> DESCRIPTION OF THE TASK: Of the lines below, copy those that hold the word "PREFEITO".

═════ INPUT DATA

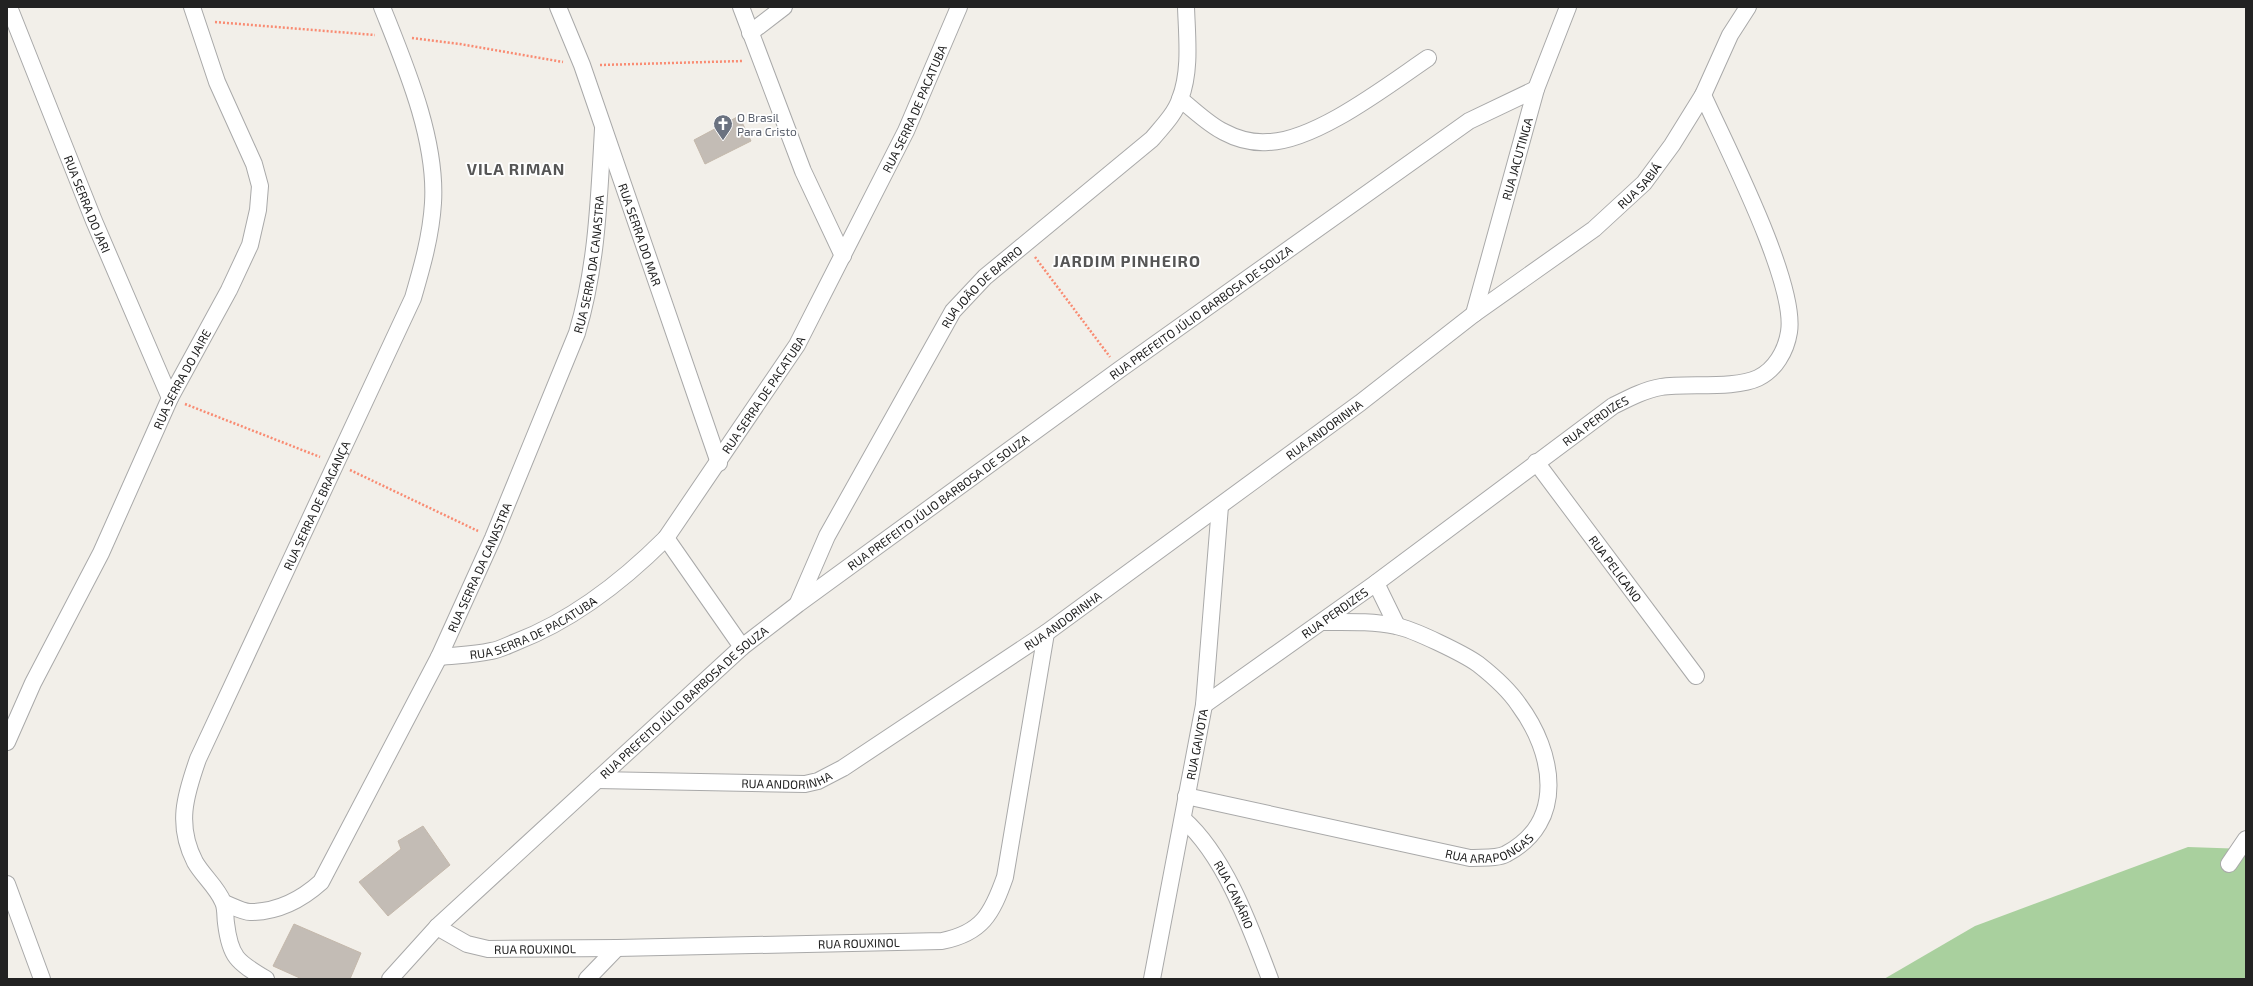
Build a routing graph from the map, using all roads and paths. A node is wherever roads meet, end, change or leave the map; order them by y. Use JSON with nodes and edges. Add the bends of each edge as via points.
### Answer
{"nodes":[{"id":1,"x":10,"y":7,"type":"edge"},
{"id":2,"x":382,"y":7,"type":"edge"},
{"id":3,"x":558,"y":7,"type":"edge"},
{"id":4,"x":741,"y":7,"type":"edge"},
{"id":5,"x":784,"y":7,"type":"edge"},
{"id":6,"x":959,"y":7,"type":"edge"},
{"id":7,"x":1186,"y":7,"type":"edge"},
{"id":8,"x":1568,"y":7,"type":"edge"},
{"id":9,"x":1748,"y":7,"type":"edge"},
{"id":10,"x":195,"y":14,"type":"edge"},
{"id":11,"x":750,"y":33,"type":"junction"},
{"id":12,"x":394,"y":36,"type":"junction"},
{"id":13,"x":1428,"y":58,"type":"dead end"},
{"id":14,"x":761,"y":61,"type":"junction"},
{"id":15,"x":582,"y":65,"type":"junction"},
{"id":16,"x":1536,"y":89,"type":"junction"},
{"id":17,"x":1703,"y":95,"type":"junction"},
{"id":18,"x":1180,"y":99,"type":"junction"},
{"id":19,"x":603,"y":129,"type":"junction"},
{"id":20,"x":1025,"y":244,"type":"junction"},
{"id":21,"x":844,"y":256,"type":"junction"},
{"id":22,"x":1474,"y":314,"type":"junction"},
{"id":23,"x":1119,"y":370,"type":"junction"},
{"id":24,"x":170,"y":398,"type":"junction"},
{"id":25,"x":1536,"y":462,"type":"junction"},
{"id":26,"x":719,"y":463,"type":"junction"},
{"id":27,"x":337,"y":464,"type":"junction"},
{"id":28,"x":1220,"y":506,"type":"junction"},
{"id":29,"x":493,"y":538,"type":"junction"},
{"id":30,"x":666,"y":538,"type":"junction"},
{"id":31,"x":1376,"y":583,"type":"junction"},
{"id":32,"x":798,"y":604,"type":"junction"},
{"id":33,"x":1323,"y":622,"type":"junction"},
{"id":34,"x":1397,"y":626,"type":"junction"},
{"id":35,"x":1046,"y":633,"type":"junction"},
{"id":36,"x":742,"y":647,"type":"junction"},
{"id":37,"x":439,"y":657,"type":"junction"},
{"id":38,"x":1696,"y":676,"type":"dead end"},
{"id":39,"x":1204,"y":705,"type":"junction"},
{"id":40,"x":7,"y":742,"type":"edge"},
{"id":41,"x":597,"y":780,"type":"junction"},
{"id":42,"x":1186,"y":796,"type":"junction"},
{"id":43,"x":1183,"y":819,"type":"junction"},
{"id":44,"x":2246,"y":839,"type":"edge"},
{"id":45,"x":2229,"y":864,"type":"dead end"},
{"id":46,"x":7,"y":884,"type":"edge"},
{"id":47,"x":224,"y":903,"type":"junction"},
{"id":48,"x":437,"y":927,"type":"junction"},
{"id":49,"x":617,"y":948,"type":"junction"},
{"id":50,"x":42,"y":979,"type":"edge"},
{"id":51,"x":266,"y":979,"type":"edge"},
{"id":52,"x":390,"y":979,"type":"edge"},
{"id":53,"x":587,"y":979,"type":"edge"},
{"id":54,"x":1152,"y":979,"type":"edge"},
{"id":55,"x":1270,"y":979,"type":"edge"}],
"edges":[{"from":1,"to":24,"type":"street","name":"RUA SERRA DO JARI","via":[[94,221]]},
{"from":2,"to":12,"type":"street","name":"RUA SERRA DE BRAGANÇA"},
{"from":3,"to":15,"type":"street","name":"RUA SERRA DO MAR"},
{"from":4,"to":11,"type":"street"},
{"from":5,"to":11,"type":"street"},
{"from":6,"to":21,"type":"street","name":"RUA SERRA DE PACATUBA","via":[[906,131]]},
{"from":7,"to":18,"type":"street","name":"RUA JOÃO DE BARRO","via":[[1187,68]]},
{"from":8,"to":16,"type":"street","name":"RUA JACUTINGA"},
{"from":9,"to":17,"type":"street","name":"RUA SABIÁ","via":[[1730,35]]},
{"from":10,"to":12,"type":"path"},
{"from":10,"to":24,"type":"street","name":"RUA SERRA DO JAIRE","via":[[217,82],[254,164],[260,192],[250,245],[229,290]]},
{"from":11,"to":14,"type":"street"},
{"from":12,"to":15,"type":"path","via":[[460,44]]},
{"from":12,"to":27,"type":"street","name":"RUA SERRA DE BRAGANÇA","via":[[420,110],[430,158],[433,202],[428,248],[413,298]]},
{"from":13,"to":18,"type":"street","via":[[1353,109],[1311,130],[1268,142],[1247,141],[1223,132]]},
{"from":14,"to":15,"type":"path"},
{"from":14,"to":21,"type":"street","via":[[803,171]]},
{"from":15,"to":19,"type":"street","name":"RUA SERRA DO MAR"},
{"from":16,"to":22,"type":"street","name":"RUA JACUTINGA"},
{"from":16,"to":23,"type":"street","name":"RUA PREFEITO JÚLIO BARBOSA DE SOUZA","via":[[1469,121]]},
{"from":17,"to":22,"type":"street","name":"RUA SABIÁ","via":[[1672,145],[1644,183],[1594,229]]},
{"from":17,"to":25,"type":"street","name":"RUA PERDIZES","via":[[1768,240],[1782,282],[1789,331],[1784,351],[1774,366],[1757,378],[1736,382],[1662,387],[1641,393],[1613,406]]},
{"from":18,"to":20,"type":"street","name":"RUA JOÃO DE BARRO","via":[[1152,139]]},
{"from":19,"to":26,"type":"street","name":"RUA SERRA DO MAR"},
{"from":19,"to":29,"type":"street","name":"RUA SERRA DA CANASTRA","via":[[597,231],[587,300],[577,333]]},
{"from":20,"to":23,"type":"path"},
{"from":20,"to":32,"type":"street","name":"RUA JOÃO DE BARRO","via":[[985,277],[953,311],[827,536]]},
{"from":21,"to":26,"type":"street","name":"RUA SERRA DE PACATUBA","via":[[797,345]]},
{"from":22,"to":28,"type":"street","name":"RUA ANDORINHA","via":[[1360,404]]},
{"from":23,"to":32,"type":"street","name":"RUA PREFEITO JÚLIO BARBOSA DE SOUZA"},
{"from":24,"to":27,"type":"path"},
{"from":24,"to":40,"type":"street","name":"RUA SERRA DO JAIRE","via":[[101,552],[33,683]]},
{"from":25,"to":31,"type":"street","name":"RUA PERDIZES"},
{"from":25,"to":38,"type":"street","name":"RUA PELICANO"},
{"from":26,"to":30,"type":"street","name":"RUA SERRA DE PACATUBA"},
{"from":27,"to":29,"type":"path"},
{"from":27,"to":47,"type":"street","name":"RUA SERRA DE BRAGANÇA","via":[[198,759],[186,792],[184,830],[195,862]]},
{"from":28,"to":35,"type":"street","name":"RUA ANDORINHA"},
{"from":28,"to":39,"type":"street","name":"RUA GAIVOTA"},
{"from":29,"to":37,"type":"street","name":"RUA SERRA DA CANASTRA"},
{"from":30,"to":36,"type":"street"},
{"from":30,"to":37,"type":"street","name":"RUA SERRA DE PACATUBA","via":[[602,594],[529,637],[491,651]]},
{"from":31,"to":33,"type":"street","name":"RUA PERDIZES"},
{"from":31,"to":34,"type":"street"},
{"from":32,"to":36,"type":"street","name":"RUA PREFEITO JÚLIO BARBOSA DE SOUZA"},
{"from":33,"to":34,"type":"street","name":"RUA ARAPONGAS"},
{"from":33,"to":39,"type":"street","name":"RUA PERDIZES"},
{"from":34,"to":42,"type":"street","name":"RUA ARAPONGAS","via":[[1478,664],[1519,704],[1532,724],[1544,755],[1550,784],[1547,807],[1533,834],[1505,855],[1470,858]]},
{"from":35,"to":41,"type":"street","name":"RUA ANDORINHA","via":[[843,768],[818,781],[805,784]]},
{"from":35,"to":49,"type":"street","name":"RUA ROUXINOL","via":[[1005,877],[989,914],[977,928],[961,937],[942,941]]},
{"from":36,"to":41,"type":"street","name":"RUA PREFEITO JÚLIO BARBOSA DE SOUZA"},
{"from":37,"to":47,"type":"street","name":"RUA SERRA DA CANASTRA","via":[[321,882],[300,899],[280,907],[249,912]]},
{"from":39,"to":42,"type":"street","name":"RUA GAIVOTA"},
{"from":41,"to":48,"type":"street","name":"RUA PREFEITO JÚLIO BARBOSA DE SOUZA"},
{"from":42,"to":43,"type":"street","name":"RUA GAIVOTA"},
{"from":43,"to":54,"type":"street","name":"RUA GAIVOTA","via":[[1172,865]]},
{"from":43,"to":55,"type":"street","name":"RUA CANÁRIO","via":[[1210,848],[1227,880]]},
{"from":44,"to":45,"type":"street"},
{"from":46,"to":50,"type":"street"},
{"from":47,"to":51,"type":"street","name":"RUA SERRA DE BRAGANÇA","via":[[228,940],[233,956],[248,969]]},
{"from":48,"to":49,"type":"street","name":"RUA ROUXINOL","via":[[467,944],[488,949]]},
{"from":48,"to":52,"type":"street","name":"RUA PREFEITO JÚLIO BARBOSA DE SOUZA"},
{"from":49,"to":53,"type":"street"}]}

══════════

> WRITTEN SOLUTION:
{"from":16,"to":23,"type":"street","name":"RUA PREFEITO JÚLIO BARBOSA DE SOUZA","via":[[1469,121]]},
{"from":23,"to":32,"type":"street","name":"RUA PREFEITO JÚLIO BARBOSA DE SOUZA"},
{"from":32,"to":36,"type":"street","name":"RUA PREFEITO JÚLIO BARBOSA DE SOUZA"},
{"from":36,"to":41,"type":"street","name":"RUA PREFEITO JÚLIO BARBOSA DE SOUZA"},
{"from":41,"to":48,"type":"street","name":"RUA PREFEITO JÚLIO BARBOSA DE SOUZA"},
{"from":48,"to":52,"type":"street","name":"RUA PREFEITO JÚLIO BARBOSA DE SOUZA"},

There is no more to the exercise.